Drop the pictures from the entries below, then reproduce the rest exactly.

____________

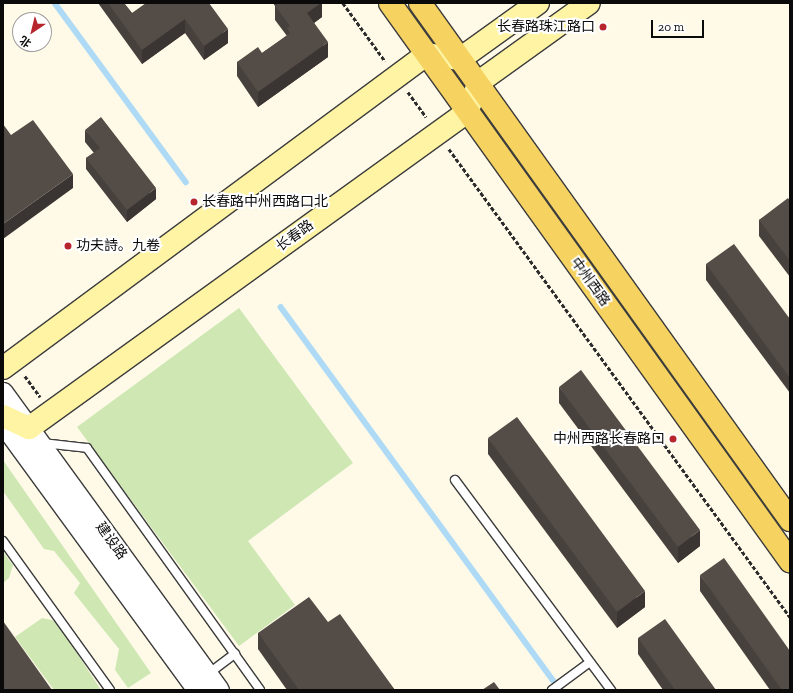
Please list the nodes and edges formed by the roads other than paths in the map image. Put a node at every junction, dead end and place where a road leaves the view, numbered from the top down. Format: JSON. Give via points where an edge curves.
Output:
{"nodes":[{"id":1,"x":390,"y":3,"type":"edge"},
{"id":2,"x":420,"y":3,"type":"edge"},
{"id":3,"x":538,"y":3,"type":"edge"},
{"id":4,"x":589,"y":3,"type":"edge"},
{"id":5,"x":427,"y":54,"type":"junction"},
{"id":6,"x":460,"y":59,"type":"junction"},
{"id":7,"x":479,"y":82,"type":"junction"},
{"id":8,"x":467,"y":112,"type":"junction"},
{"id":9,"x":3,"y":368,"type":"edge"},
{"id":10,"x":3,"y":393,"type":"edge"},
{"id":11,"x":3,"y":416,"type":"edge"},
{"id":12,"x":3,"y":423,"type":"edge"},
{"id":13,"x":35,"y":435,"type":"junction"},
{"id":14,"x":455,"y":480,"type":"dead end"},
{"id":15,"x":790,"y":520,"type":"edge"},
{"id":16,"x":3,"y":541,"type":"edge"},
{"id":17,"x":790,"y":561,"type":"edge"},
{"id":18,"x":235,"y":654,"type":"junction"},
{"id":19,"x":590,"y":662,"type":"junction"},
{"id":20,"x":201,"y":686,"type":"edge"},
{"id":21,"x":110,"y":690,"type":"edge"},
{"id":22,"x":260,"y":690,"type":"edge"},
{"id":23,"x":552,"y":690,"type":"edge"},
{"id":24,"x":611,"y":690,"type":"edge"}],
"edges":[{"from":1,"to":5,"type":"main road","name":"中州西路"},
{"from":2,"to":6,"type":"main road","name":"中州西路"},
{"from":3,"to":6,"type":"main road"},
{"from":4,"to":7,"type":"main road"},
{"from":5,"to":6,"type":"main road"},
{"from":5,"to":8,"type":"main road","name":"中州西路"},
{"from":5,"to":9,"type":"main road"},
{"from":6,"to":7,"type":"main road","name":"中州西路"},
{"from":7,"to":8,"type":"main road"},
{"from":7,"to":15,"type":"main road","name":"中州西路"},
{"from":8,"to":13,"type":"main road","name":"长春路"},
{"from":8,"to":17,"type":"main road","name":"中州西路"},
{"from":10,"to":13,"type":"street","name":"建设路"},
{"from":11,"to":13,"type":"main road"},
{"from":12,"to":20,"type":"street","name":"建设路"},
{"from":13,"to":18,"type":"lane","via":[[87,448]]},
{"from":13,"to":20,"type":"street","name":"建设路"},
{"from":14,"to":19,"type":"lane"},
{"from":16,"to":21,"type":"lane"},
{"from":18,"to":20,"type":"lane"},
{"from":18,"to":22,"type":"lane"},
{"from":19,"to":23,"type":"lane"},
{"from":19,"to":24,"type":"lane"}]}
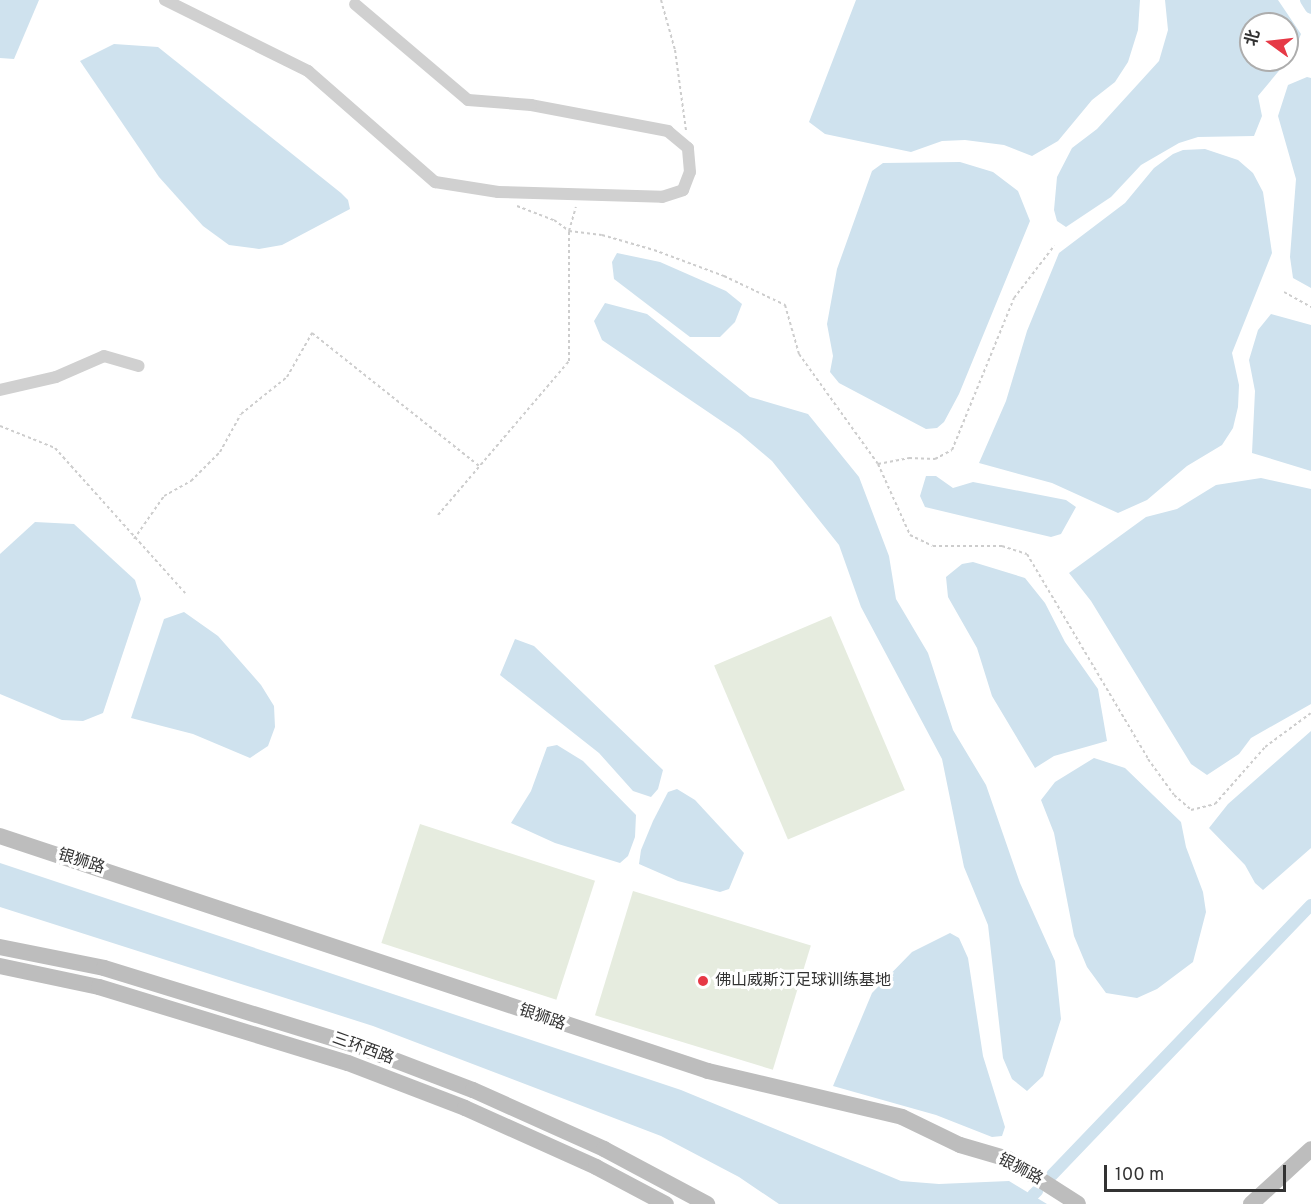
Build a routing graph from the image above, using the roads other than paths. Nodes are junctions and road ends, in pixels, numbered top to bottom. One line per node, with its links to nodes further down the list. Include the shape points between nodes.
1 (165, 0): 2 (street, via 308,71 435,182 498,192 662,197 683,190 690,172 688,148 668,131 531,105 468,100)
2 (355, 4)
3 (139, 366): 4 (street, via 104,356 56,377)
4 (0, 390)
5 (0, 836): 11 (main road, 银狮路, via 598,1037 719,1074 902,1117 960,1145 1008,1160)
6 (0, 947): 10 (main road, 三环西路, via 104,968 355,1045 483,1094 604,1149)
7 (0, 966): 9 (main road, 三环西路, via 99,987 348,1063 465,1108 596,1167)
8 (1311, 1149): 12 (main road)
9 (666, 1204)
10 (707, 1204)
11 (1078, 1204)
12 (1251, 1204)

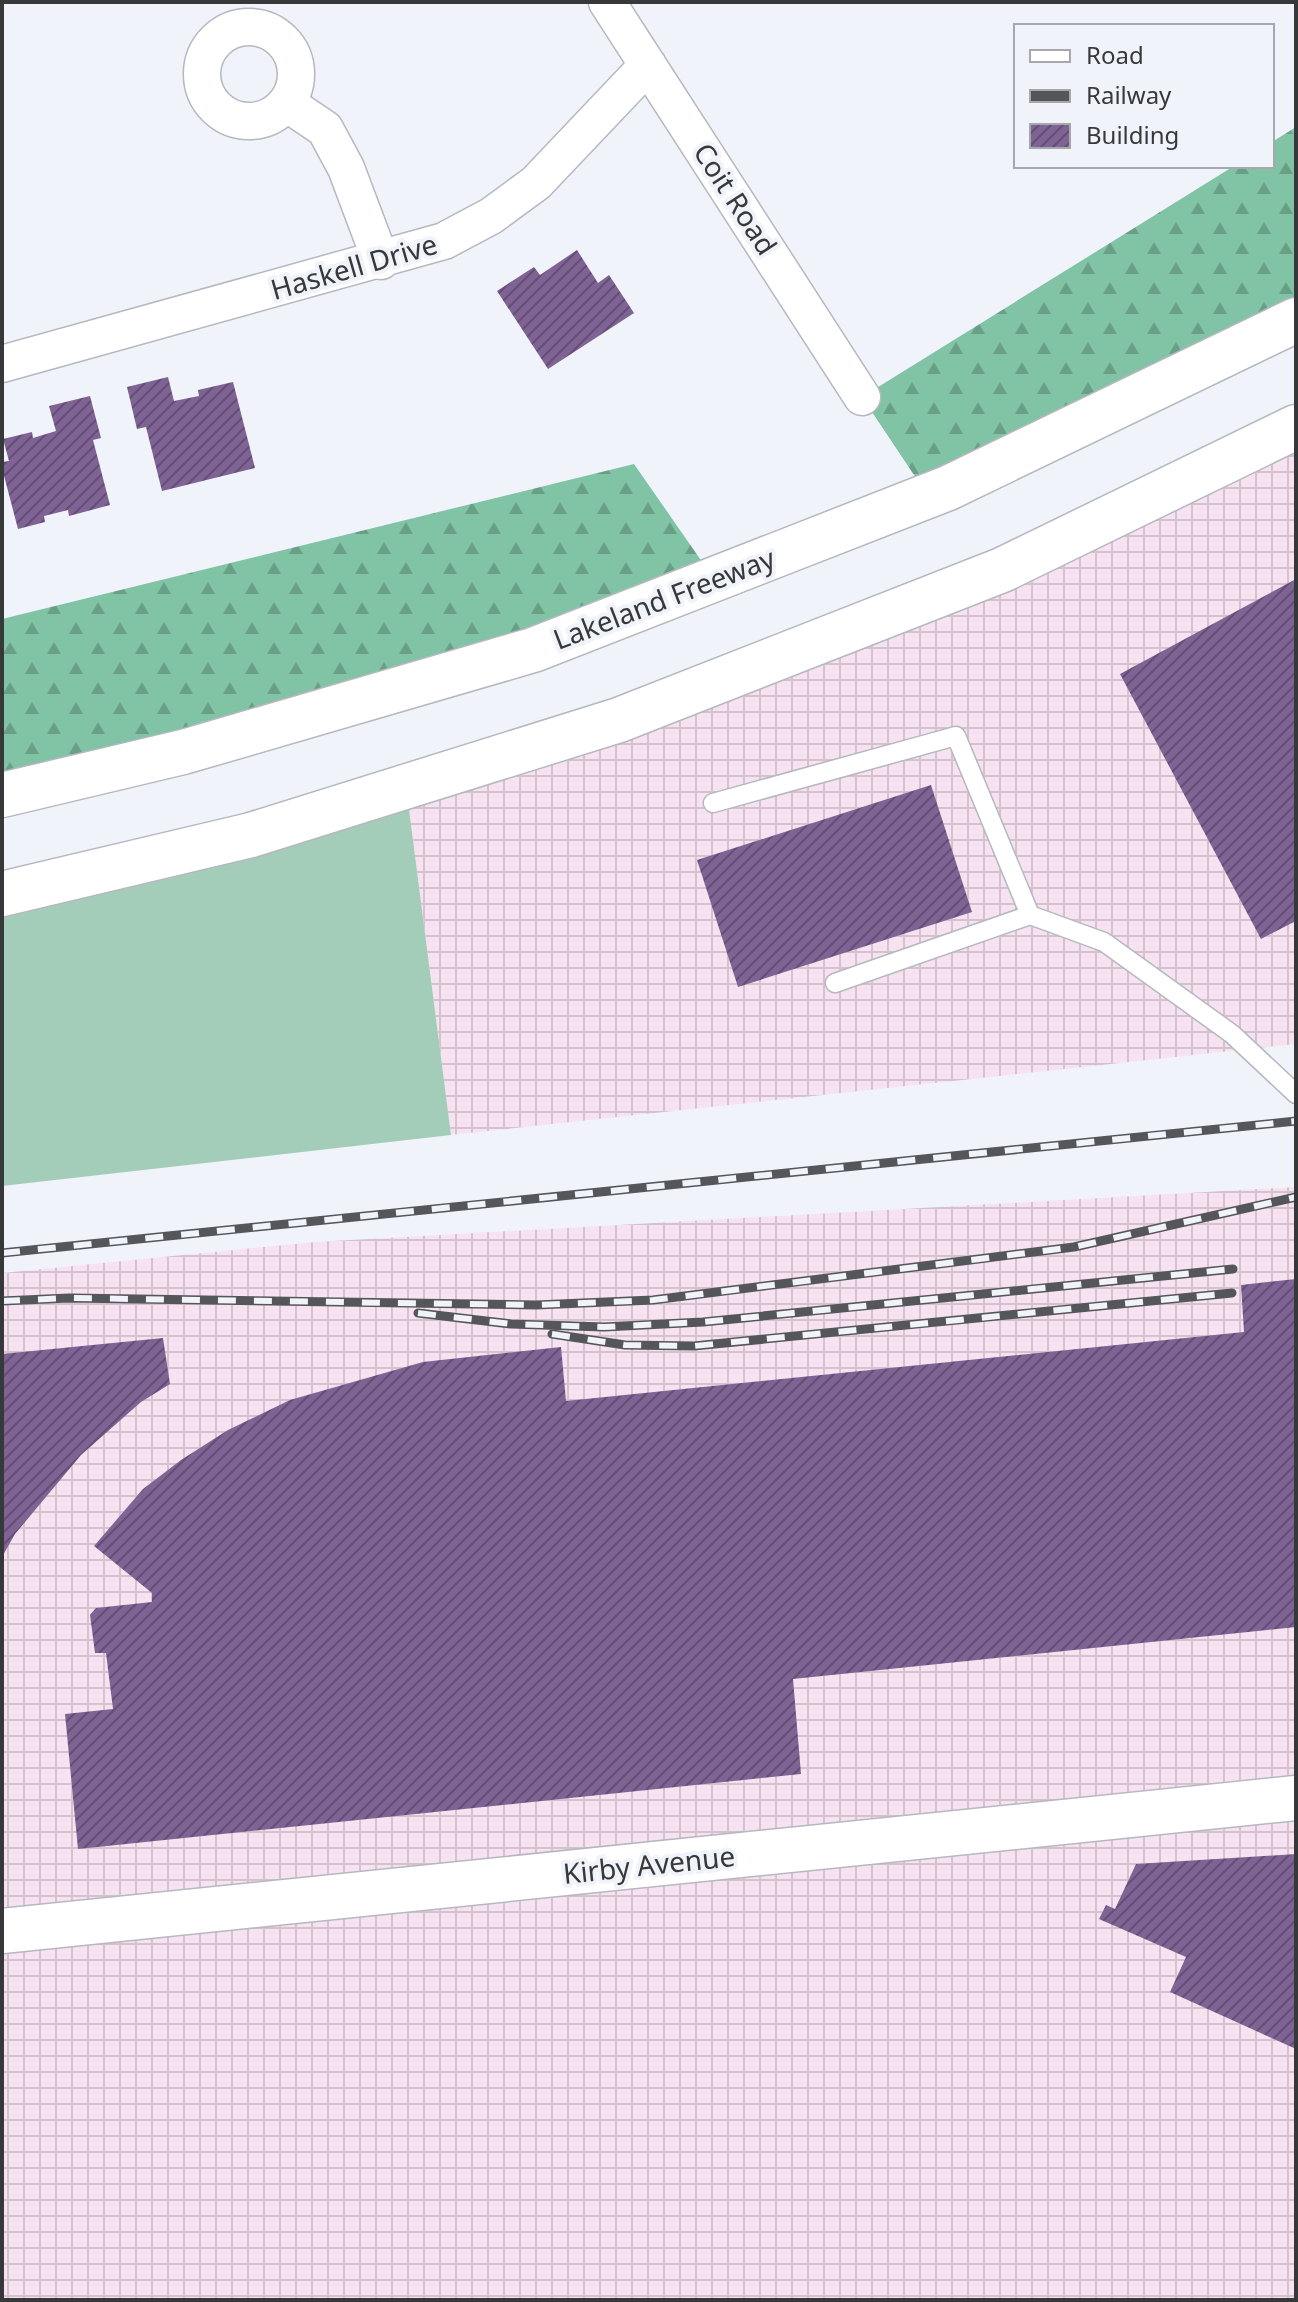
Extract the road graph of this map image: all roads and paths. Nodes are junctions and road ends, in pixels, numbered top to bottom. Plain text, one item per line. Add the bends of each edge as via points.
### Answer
1 (607, 2) edge
2 (648, 65) junction
3 (288, 104) dead end
4 (381, 261) junction
5 (1296, 320) edge
6 (2, 364) edge
7 (862, 397) dead end
8 (1296, 427) edge
9 (2, 795) edge
10 (713, 803) dead end
11 (2, 894) edge
12 (1030, 915) junction
13 (835, 983) dead end
14 (1296, 1094) edge
15 (1296, 1798) edge
16 (2, 1931) edge

1 - 2 street, Coit Road
2 - 4 street, Haskell Drive via 536,183 444,241
2 - 7 street, Coit Road
3 - 4 street via 325,129 346,168
4 - 6 street, Haskell Drive
5 - 9 main road, Lakeland Freeway via 948,488 533,650 183,752
8 - 11 main road via 1002,570 619,720 251,835
10 - 12 lane via 956,736
12 - 13 lane
12 - 14 lane via 1104,942 1232,1034
15 - 16 main road, Kirby Avenue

____________

_Answer space_
Please list the nodes and edges formed by the roads other than paths in the map image. Put a node at every junction, dead end and place where a road leaves the view, numbered from the top down. Format: JSON. Give via points where an edge curves.
Output:
{"nodes":[{"id":1,"x":390,"y":3,"type":"edge"},
{"id":2,"x":420,"y":3,"type":"edge"},
{"id":3,"x":538,"y":3,"type":"edge"},
{"id":4,"x":589,"y":3,"type":"edge"},
{"id":5,"x":427,"y":54,"type":"junction"},
{"id":6,"x":460,"y":59,"type":"junction"},
{"id":7,"x":479,"y":82,"type":"junction"},
{"id":8,"x":467,"y":112,"type":"junction"},
{"id":9,"x":3,"y":368,"type":"edge"},
{"id":10,"x":3,"y":393,"type":"edge"},
{"id":11,"x":3,"y":416,"type":"edge"},
{"id":12,"x":3,"y":423,"type":"edge"},
{"id":13,"x":35,"y":435,"type":"junction"},
{"id":14,"x":455,"y":480,"type":"dead end"},
{"id":15,"x":790,"y":520,"type":"edge"},
{"id":16,"x":3,"y":541,"type":"edge"},
{"id":17,"x":790,"y":561,"type":"edge"},
{"id":18,"x":235,"y":654,"type":"junction"},
{"id":19,"x":590,"y":662,"type":"junction"},
{"id":20,"x":201,"y":686,"type":"edge"},
{"id":21,"x":110,"y":690,"type":"edge"},
{"id":22,"x":260,"y":690,"type":"edge"},
{"id":23,"x":552,"y":690,"type":"edge"},
{"id":24,"x":611,"y":690,"type":"edge"}],
"edges":[{"from":1,"to":5,"type":"main road","name":"中州西路"},
{"from":2,"to":6,"type":"main road","name":"中州西路"},
{"from":3,"to":6,"type":"main road"},
{"from":4,"to":7,"type":"main road"},
{"from":5,"to":6,"type":"main road"},
{"from":5,"to":8,"type":"main road","name":"中州西路"},
{"from":5,"to":9,"type":"main road"},
{"from":6,"to":7,"type":"main road","name":"中州西路"},
{"from":7,"to":8,"type":"main road"},
{"from":7,"to":15,"type":"main road","name":"中州西路"},
{"from":8,"to":13,"type":"main road","name":"长春路"},
{"from":8,"to":17,"type":"main road","name":"中州西路"},
{"from":10,"to":13,"type":"street","name":"建设路"},
{"from":11,"to":13,"type":"main road"},
{"from":12,"to":20,"type":"street","name":"建设路"},
{"from":13,"to":18,"type":"lane","via":[[87,448]]},
{"from":13,"to":20,"type":"street","name":"建设路"},
{"from":14,"to":19,"type":"lane"},
{"from":16,"to":21,"type":"lane"},
{"from":18,"to":20,"type":"lane"},
{"from":18,"to":22,"type":"lane"},
{"from":19,"to":23,"type":"lane"},
{"from":19,"to":24,"type":"lane"}]}
Build a routing graph from the image above, using the roads other than paths. Nodes are junctions and road ends, in pixels, numbered top to bottom. One line per node, with its links to nodes further down the list. Include the shape points between nodes.
1 (165, 0): 2 (street, via 308,71 435,182 498,192 662,197 683,190 690,172 688,148 668,131 531,105 468,100)
2 (355, 4)
3 (139, 366): 4 (street, via 104,356 56,377)
4 (0, 390)
5 (0, 836): 11 (main road, 银狮路, via 598,1037 719,1074 902,1117 960,1145 1008,1160)
6 (0, 947): 10 (main road, 三环西路, via 104,968 355,1045 483,1094 604,1149)
7 (0, 966): 9 (main road, 三环西路, via 99,987 348,1063 465,1108 596,1167)
8 (1311, 1149): 12 (main road)
9 (666, 1204)
10 (707, 1204)
11 (1078, 1204)
12 (1251, 1204)

Extract the road graph of this map image: all roads and paths. Nodes are junctions and road ends, in pixels, numbered top to bottom. Plain text, one item per line. Add the bends of each edge as via points.
### Answer
1 (607, 2) edge
2 (648, 65) junction
3 (288, 104) dead end
4 (381, 261) junction
5 (1296, 320) edge
6 (2, 364) edge
7 (862, 397) dead end
8 (1296, 427) edge
9 (2, 795) edge
10 (713, 803) dead end
11 (2, 894) edge
12 (1030, 915) junction
13 (835, 983) dead end
14 (1296, 1094) edge
15 (1296, 1798) edge
16 (2, 1931) edge

1 - 2 street, Coit Road
2 - 4 street, Haskell Drive via 536,183 444,241
2 - 7 street, Coit Road
3 - 4 street via 325,129 346,168
4 - 6 street, Haskell Drive
5 - 9 main road, Lakeland Freeway via 948,488 533,650 183,752
8 - 11 main road via 1002,570 619,720 251,835
10 - 12 lane via 956,736
12 - 13 lane
12 - 14 lane via 1104,942 1232,1034
15 - 16 main road, Kirby Avenue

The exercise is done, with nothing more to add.